▸ **Task input**
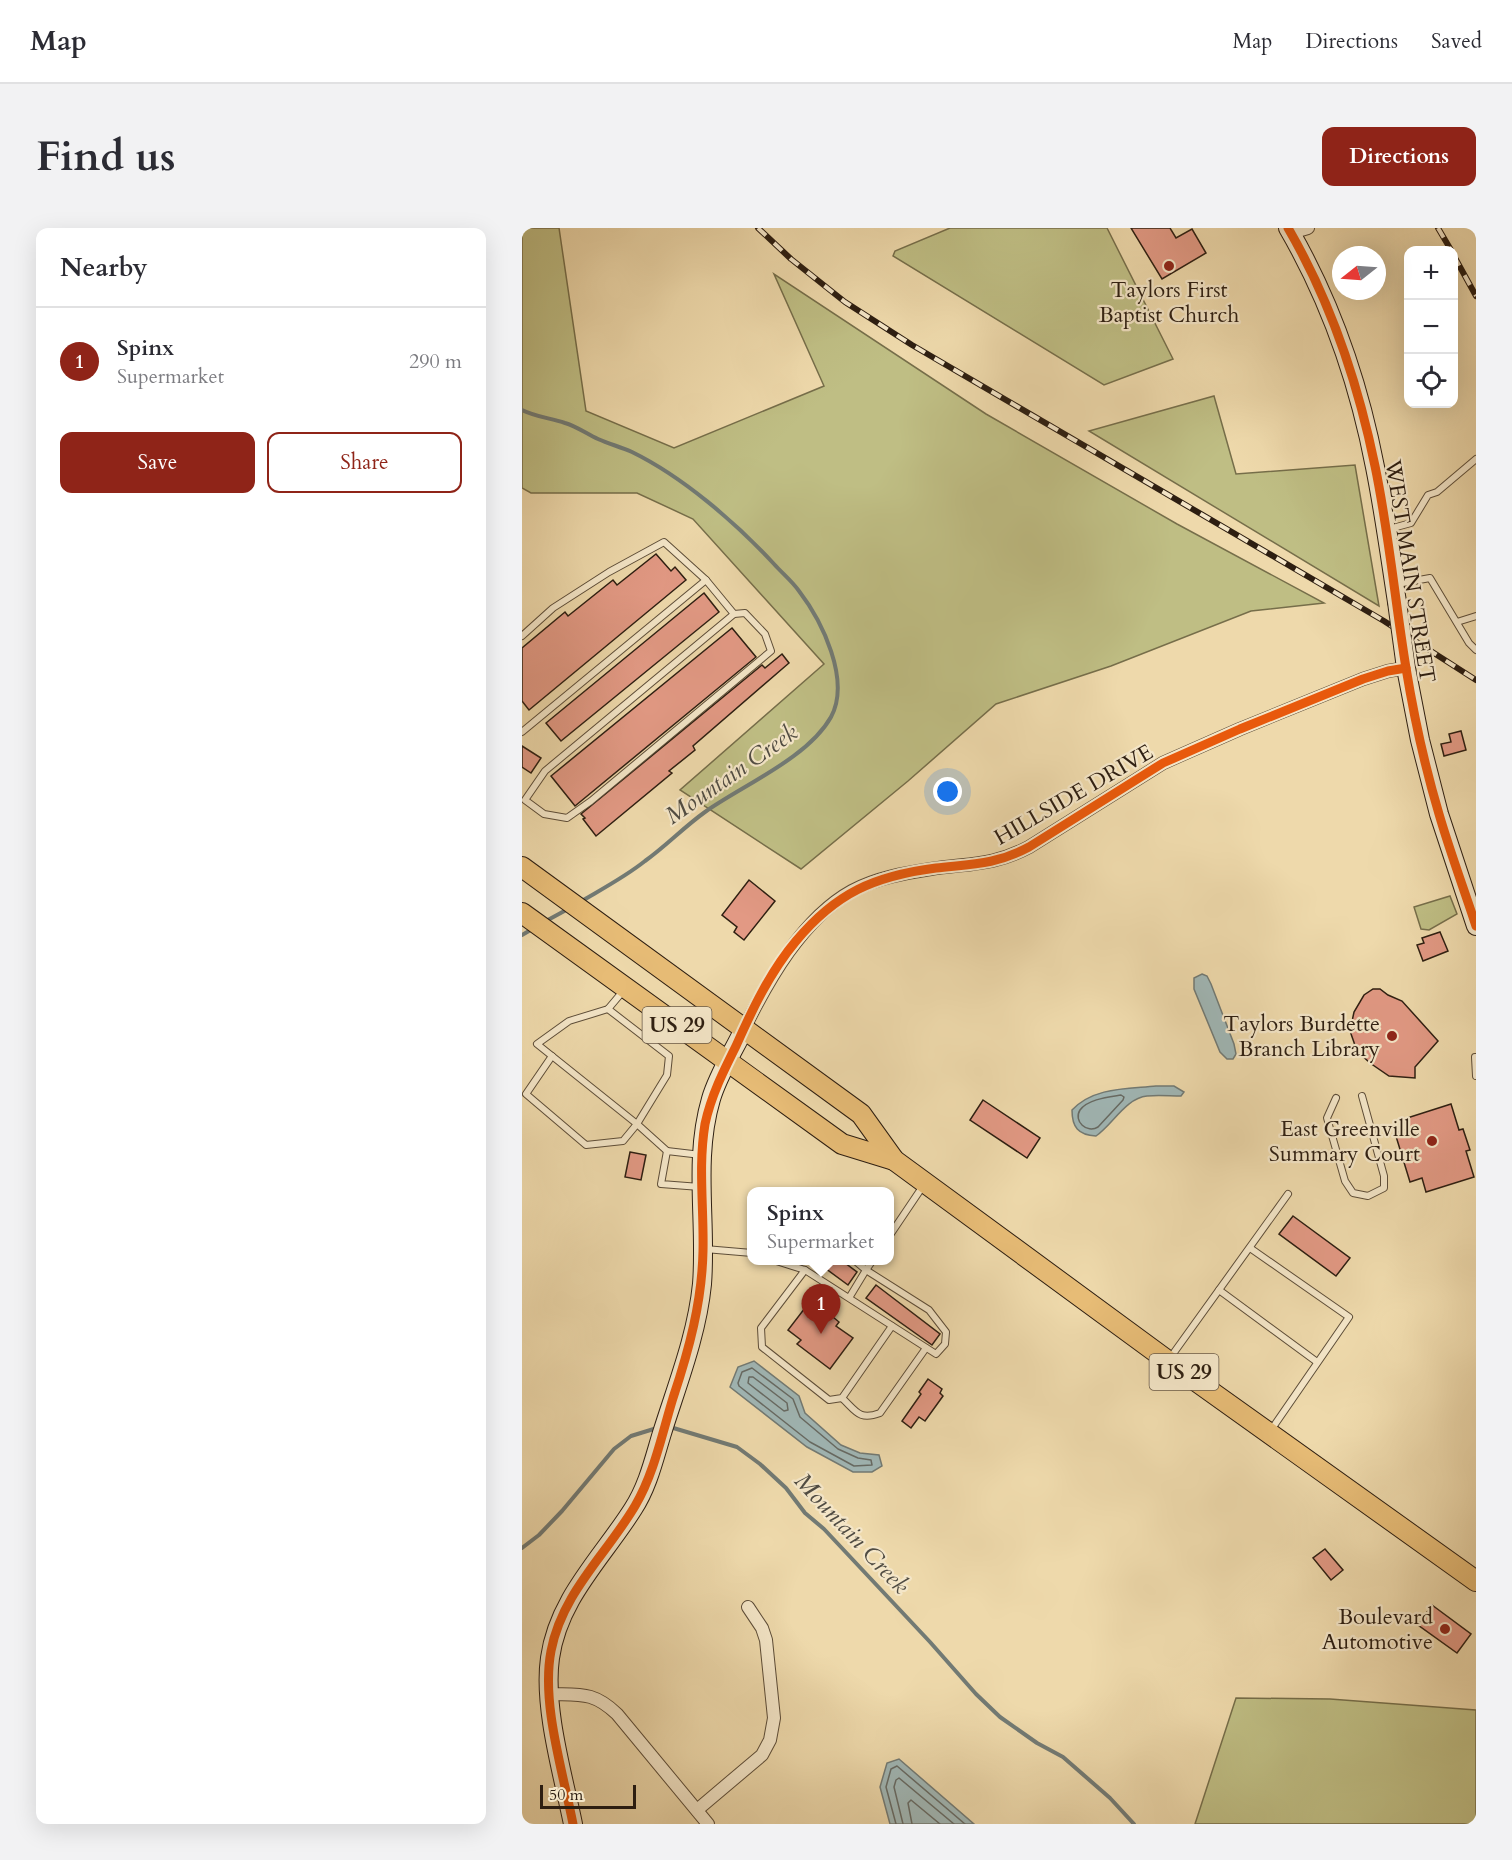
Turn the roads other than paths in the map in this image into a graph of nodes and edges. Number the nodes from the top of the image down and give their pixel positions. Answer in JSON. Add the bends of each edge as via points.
{"nodes":[{"id":1,"x":1296,"y":230,"type":"edge"},
{"id":2,"x":1476,"y":459,"type":"edge"},
{"id":3,"x":1385,"y":530,"type":"junction"},
{"id":4,"x":706,"y":580,"type":"junction"},
{"id":5,"x":1395,"y":593,"type":"junction"},
{"id":6,"x":734,"y":614,"type":"junction"},
{"id":7,"x":1476,"y":616,"type":"edge"},
{"id":8,"x":1457,"y":622,"type":"junction"},
{"id":9,"x":522,"y":636,"type":"edge"},
{"id":10,"x":1476,"y":650,"type":"edge"},
{"id":11,"x":1406,"y":668,"type":"junction"},
{"id":12,"x":522,"y":722,"type":"edge"},
{"id":13,"x":529,"y":727,"type":"junction"},
{"id":14,"x":522,"y":732,"type":"edge"},
{"id":15,"x":523,"y":801,"type":"edge"},
{"id":16,"x":522,"y":867,"type":"edge"},
{"id":17,"x":522,"y":913,"type":"edge"},
{"id":18,"x":1476,"y":926,"type":"edge"},
{"id":19,"x":626,"y":988,"type":"junction"},
{"id":20,"x":609,"y":1009,"type":"junction"},
{"id":21,"x":744,"y":1029,"type":"junction"},
{"id":22,"x":552,"y":1056,"type":"junction"},
{"id":23,"x":1475,"y":1057,"type":"edge"},
{"id":24,"x":728,"y":1062,"type":"junction"},
{"id":25,"x":1476,"y":1076,"type":"edge"},
{"id":26,"x":1362,"y":1096,"type":"dead end"},
{"id":27,"x":1336,"y":1098,"type":"dead end"},
{"id":28,"x":637,"y":1124,"type":"junction"},
{"id":29,"x":667,"y":1151,"type":"junction"},
{"id":30,"x":702,"y":1155,"type":"junction"},
{"id":31,"x":894,"y":1160,"type":"junction"},
{"id":32,"x":925,"y":1183,"type":"junction"},
{"id":33,"x":701,"y":1187,"type":"junction"},
{"id":34,"x":1288,"y":1194,"type":"dead end"},
{"id":35,"x":894,"y":1229,"type":"edge"},
{"id":36,"x":1250,"y":1248,"type":"junction"},
{"id":37,"x":704,"y":1249,"type":"junction"},
{"id":38,"x":747,"y":1253,"type":"edge"},
{"id":39,"x":789,"y":1265,"type":"edge"},
{"id":40,"x":860,"y":1265,"type":"edge"},
{"id":41,"x":870,"y":1265,"type":"edge"},
{"id":42,"x":805,"y":1270,"type":"junction"},
{"id":43,"x":866,"y":1270,"type":"junction"},
{"id":44,"x":1219,"y":1290,"type":"junction"},
{"id":45,"x":849,"y":1298,"type":"junction"},
{"id":46,"x":892,"y":1326,"type":"junction"},
{"id":47,"x":926,"y":1348,"type":"junction"},
{"id":48,"x":1168,"y":1361,"type":"junction"},
{"id":49,"x":1317,"y":1362,"type":"junction"},
{"id":50,"x":842,"y":1398,"type":"junction"},
{"id":51,"x":1269,"y":1433,"type":"junction"},
{"id":52,"x":1476,"y":1581,"type":"edge"},
{"id":53,"x":748,"y":1607,"type":"dead end"},
{"id":54,"x":549,"y":1694,"type":"junction"},
{"id":55,"x":697,"y":1810,"type":"junction"},
{"id":56,"x":573,"y":1824,"type":"edge"},
{"id":57,"x":708,"y":1824,"type":"edge"}],
"edges":[{"from":1,"to":3,"type":"street","name":"WEST MAIN STREET","via":[[1349,363],[1376,468]]},
{"from":2,"to":3,"type":"lane","via":[[1428,495],[1411,523]]},
{"from":3,"to":5,"type":"street","name":"WEST MAIN STREET"},
{"from":4,"to":6,"type":"lane"},
{"from":4,"to":9,"type":"lane","via":[[664,542],[553,609]]},
{"from":4,"to":13,"type":"lane"},
{"from":5,"to":8,"type":"lane","via":[[1430,578]]},
{"from":5,"to":11,"type":"street","name":"WEST MAIN STREET","bridge":true},
{"from":6,"to":15,"type":"lane","via":[[545,771]]},
{"from":6,"to":15,"type":"lane","via":[[745,613],[765,634],[771,651],[567,818],[544,814]]},
{"from":7,"to":8,"type":"lane"},
{"from":8,"to":10,"type":"lane"},
{"from":11,"to":18,"type":"street","name":"WEST MAIN STREET","via":[[1439,814]]},
{"from":11,"to":21,"type":"street","name":"HILLSIDE DRIVE","via":[[1363,679],[1163,763],[1029,847],[1002,859],[903,874],[853,890],[834,903],[795,942],[760,995]]},
{"from":12,"to":13,"type":"lane"},
{"from":13,"to":14,"type":"lane"},
{"from":16,"to":21,"type":"main road","number":"US 29"},
{"from":17,"to":19,"type":"main road","number":"US 29"},
{"from":19,"to":20,"type":"lane"},
{"from":19,"to":24,"type":"main road","number":"US 29"},
{"from":20,"to":22,"type":"lane","via":[[569,1021],[537,1044]]},
{"from":20,"to":28,"type":"lane","via":[[669,1056],[667,1075]]},
{"from":21,"to":24,"type":"street"},
{"from":21,"to":31,"type":"main road","number":"US 29","via":[[861,1114]]},
{"from":22,"to":28,"type":"lane"},
{"from":22,"to":28,"type":"lane","via":[[526,1094],[586,1145],[623,1141]]},
{"from":23,"to":25,"type":"lane"},
{"from":24,"to":30,"type":"street","via":[[711,1099]]},
{"from":24,"to":31,"type":"main road","number":"US 29","via":[[842,1144]]},
{"from":26,"to":27,"type":"lane","via":[[1384,1176],[1384,1188],[1368,1196],[1353,1193],[1345,1181],[1327,1118]]},
{"from":28,"to":29,"type":"lane"},
{"from":29,"to":30,"type":"lane"},
{"from":29,"to":33,"type":"lane","via":[[661,1184]]},
{"from":30,"to":33,"type":"street"},
{"from":31,"to":32,"type":"main road","number":"US 29"},
{"from":32,"to":35,"type":"lane"},
{"from":32,"to":48,"type":"main road","number":"US 29"},
{"from":33,"to":37,"type":"street"},
{"from":34,"to":36,"type":"lane"},
{"from":36,"to":44,"type":"lane"},
{"from":36,"to":49,"type":"lane","via":[[1349,1317]]},
{"from":37,"to":38,"type":"lane"},
{"from":37,"to":54,"type":"street","via":[[699,1308],[643,1492],[567,1605],[549,1660]]},
{"from":39,"to":42,"type":"lane"},
{"from":40,"to":43,"type":"lane"},
{"from":41,"to":43,"type":"lane"},
{"from":42,"to":45,"type":"lane"},
{"from":42,"to":50,"type":"lane","via":[[761,1328],[762,1347],[829,1400]]},
{"from":43,"to":45,"type":"lane"},
{"from":43,"to":47,"type":"lane","via":[[929,1310],[946,1332],[945,1344],[936,1354]]},
{"from":44,"to":48,"type":"lane"},
{"from":44,"to":49,"type":"lane"},
{"from":45,"to":46,"type":"lane"},
{"from":46,"to":47,"type":"lane"},
{"from":46,"to":50,"type":"lane"},
{"from":47,"to":50,"type":"lane","via":[[880,1413],[862,1416]]},
{"from":48,"to":51,"type":"main road","number":"US 29"},
{"from":49,"to":51,"type":"lane"},
{"from":51,"to":52,"type":"main road","number":"US 29"},
{"from":53,"to":55,"type":"street","via":[[766,1640],[772,1731],[762,1755]]},
{"from":54,"to":55,"type":"street","via":[[595,1697],[608,1705]]},
{"from":54,"to":56,"type":"street"},
{"from":55,"to":57,"type":"street"}]}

▸ **Work item**
When you print the records above, keep them exact and leave out the pictures.

▸ **Answer for the task**
Turn the roads other than paths in the map in this image into a graph of nodes and edges. Number the nodes from the top of the image down and give their pixel positions. Answer in JSON. Add the bends of each edge as via points.
{"nodes":[{"id":1,"x":1296,"y":230,"type":"edge"},
{"id":2,"x":1476,"y":459,"type":"edge"},
{"id":3,"x":1385,"y":530,"type":"junction"},
{"id":4,"x":706,"y":580,"type":"junction"},
{"id":5,"x":1395,"y":593,"type":"junction"},
{"id":6,"x":734,"y":614,"type":"junction"},
{"id":7,"x":1476,"y":616,"type":"edge"},
{"id":8,"x":1457,"y":622,"type":"junction"},
{"id":9,"x":522,"y":636,"type":"edge"},
{"id":10,"x":1476,"y":650,"type":"edge"},
{"id":11,"x":1406,"y":668,"type":"junction"},
{"id":12,"x":522,"y":722,"type":"edge"},
{"id":13,"x":529,"y":727,"type":"junction"},
{"id":14,"x":522,"y":732,"type":"edge"},
{"id":15,"x":523,"y":801,"type":"edge"},
{"id":16,"x":522,"y":867,"type":"edge"},
{"id":17,"x":522,"y":913,"type":"edge"},
{"id":18,"x":1476,"y":926,"type":"edge"},
{"id":19,"x":626,"y":988,"type":"junction"},
{"id":20,"x":609,"y":1009,"type":"junction"},
{"id":21,"x":744,"y":1029,"type":"junction"},
{"id":22,"x":552,"y":1056,"type":"junction"},
{"id":23,"x":1475,"y":1057,"type":"edge"},
{"id":24,"x":728,"y":1062,"type":"junction"},
{"id":25,"x":1476,"y":1076,"type":"edge"},
{"id":26,"x":1362,"y":1096,"type":"dead end"},
{"id":27,"x":1336,"y":1098,"type":"dead end"},
{"id":28,"x":637,"y":1124,"type":"junction"},
{"id":29,"x":667,"y":1151,"type":"junction"},
{"id":30,"x":702,"y":1155,"type":"junction"},
{"id":31,"x":894,"y":1160,"type":"junction"},
{"id":32,"x":925,"y":1183,"type":"junction"},
{"id":33,"x":701,"y":1187,"type":"junction"},
{"id":34,"x":1288,"y":1194,"type":"dead end"},
{"id":35,"x":894,"y":1229,"type":"edge"},
{"id":36,"x":1250,"y":1248,"type":"junction"},
{"id":37,"x":704,"y":1249,"type":"junction"},
{"id":38,"x":747,"y":1253,"type":"edge"},
{"id":39,"x":789,"y":1265,"type":"edge"},
{"id":40,"x":860,"y":1265,"type":"edge"},
{"id":41,"x":870,"y":1265,"type":"edge"},
{"id":42,"x":805,"y":1270,"type":"junction"},
{"id":43,"x":866,"y":1270,"type":"junction"},
{"id":44,"x":1219,"y":1290,"type":"junction"},
{"id":45,"x":849,"y":1298,"type":"junction"},
{"id":46,"x":892,"y":1326,"type":"junction"},
{"id":47,"x":926,"y":1348,"type":"junction"},
{"id":48,"x":1168,"y":1361,"type":"junction"},
{"id":49,"x":1317,"y":1362,"type":"junction"},
{"id":50,"x":842,"y":1398,"type":"junction"},
{"id":51,"x":1269,"y":1433,"type":"junction"},
{"id":52,"x":1476,"y":1581,"type":"edge"},
{"id":53,"x":748,"y":1607,"type":"dead end"},
{"id":54,"x":549,"y":1694,"type":"junction"},
{"id":55,"x":697,"y":1810,"type":"junction"},
{"id":56,"x":573,"y":1824,"type":"edge"},
{"id":57,"x":708,"y":1824,"type":"edge"}],
"edges":[{"from":1,"to":3,"type":"street","name":"WEST MAIN STREET","via":[[1349,363],[1376,468]]},
{"from":2,"to":3,"type":"lane","via":[[1428,495],[1411,523]]},
{"from":3,"to":5,"type":"street","name":"WEST MAIN STREET"},
{"from":4,"to":6,"type":"lane"},
{"from":4,"to":9,"type":"lane","via":[[664,542],[553,609]]},
{"from":4,"to":13,"type":"lane"},
{"from":5,"to":8,"type":"lane","via":[[1430,578]]},
{"from":5,"to":11,"type":"street","name":"WEST MAIN STREET","bridge":true},
{"from":6,"to":15,"type":"lane","via":[[545,771]]},
{"from":6,"to":15,"type":"lane","via":[[745,613],[765,634],[771,651],[567,818],[544,814]]},
{"from":7,"to":8,"type":"lane"},
{"from":8,"to":10,"type":"lane"},
{"from":11,"to":18,"type":"street","name":"WEST MAIN STREET","via":[[1439,814]]},
{"from":11,"to":21,"type":"street","name":"HILLSIDE DRIVE","via":[[1363,679],[1163,763],[1029,847],[1002,859],[903,874],[853,890],[834,903],[795,942],[760,995]]},
{"from":12,"to":13,"type":"lane"},
{"from":13,"to":14,"type":"lane"},
{"from":16,"to":21,"type":"main road","number":"US 29"},
{"from":17,"to":19,"type":"main road","number":"US 29"},
{"from":19,"to":20,"type":"lane"},
{"from":19,"to":24,"type":"main road","number":"US 29"},
{"from":20,"to":22,"type":"lane","via":[[569,1021],[537,1044]]},
{"from":20,"to":28,"type":"lane","via":[[669,1056],[667,1075]]},
{"from":21,"to":24,"type":"street"},
{"from":21,"to":31,"type":"main road","number":"US 29","via":[[861,1114]]},
{"from":22,"to":28,"type":"lane"},
{"from":22,"to":28,"type":"lane","via":[[526,1094],[586,1145],[623,1141]]},
{"from":23,"to":25,"type":"lane"},
{"from":24,"to":30,"type":"street","via":[[711,1099]]},
{"from":24,"to":31,"type":"main road","number":"US 29","via":[[842,1144]]},
{"from":26,"to":27,"type":"lane","via":[[1384,1176],[1384,1188],[1368,1196],[1353,1193],[1345,1181],[1327,1118]]},
{"from":28,"to":29,"type":"lane"},
{"from":29,"to":30,"type":"lane"},
{"from":29,"to":33,"type":"lane","via":[[661,1184]]},
{"from":30,"to":33,"type":"street"},
{"from":31,"to":32,"type":"main road","number":"US 29"},
{"from":32,"to":35,"type":"lane"},
{"from":32,"to":48,"type":"main road","number":"US 29"},
{"from":33,"to":37,"type":"street"},
{"from":34,"to":36,"type":"lane"},
{"from":36,"to":44,"type":"lane"},
{"from":36,"to":49,"type":"lane","via":[[1349,1317]]},
{"from":37,"to":38,"type":"lane"},
{"from":37,"to":54,"type":"street","via":[[699,1308],[643,1492],[567,1605],[549,1660]]},
{"from":39,"to":42,"type":"lane"},
{"from":40,"to":43,"type":"lane"},
{"from":41,"to":43,"type":"lane"},
{"from":42,"to":45,"type":"lane"},
{"from":42,"to":50,"type":"lane","via":[[761,1328],[762,1347],[829,1400]]},
{"from":43,"to":45,"type":"lane"},
{"from":43,"to":47,"type":"lane","via":[[929,1310],[946,1332],[945,1344],[936,1354]]},
{"from":44,"to":48,"type":"lane"},
{"from":44,"to":49,"type":"lane"},
{"from":45,"to":46,"type":"lane"},
{"from":46,"to":47,"type":"lane"},
{"from":46,"to":50,"type":"lane"},
{"from":47,"to":50,"type":"lane","via":[[880,1413],[862,1416]]},
{"from":48,"to":51,"type":"main road","number":"US 29"},
{"from":49,"to":51,"type":"lane"},
{"from":51,"to":52,"type":"main road","number":"US 29"},
{"from":53,"to":55,"type":"street","via":[[766,1640],[772,1731],[762,1755]]},
{"from":54,"to":55,"type":"street","via":[[595,1697],[608,1705]]},
{"from":54,"to":56,"type":"street"},
{"from":55,"to":57,"type":"street"}]}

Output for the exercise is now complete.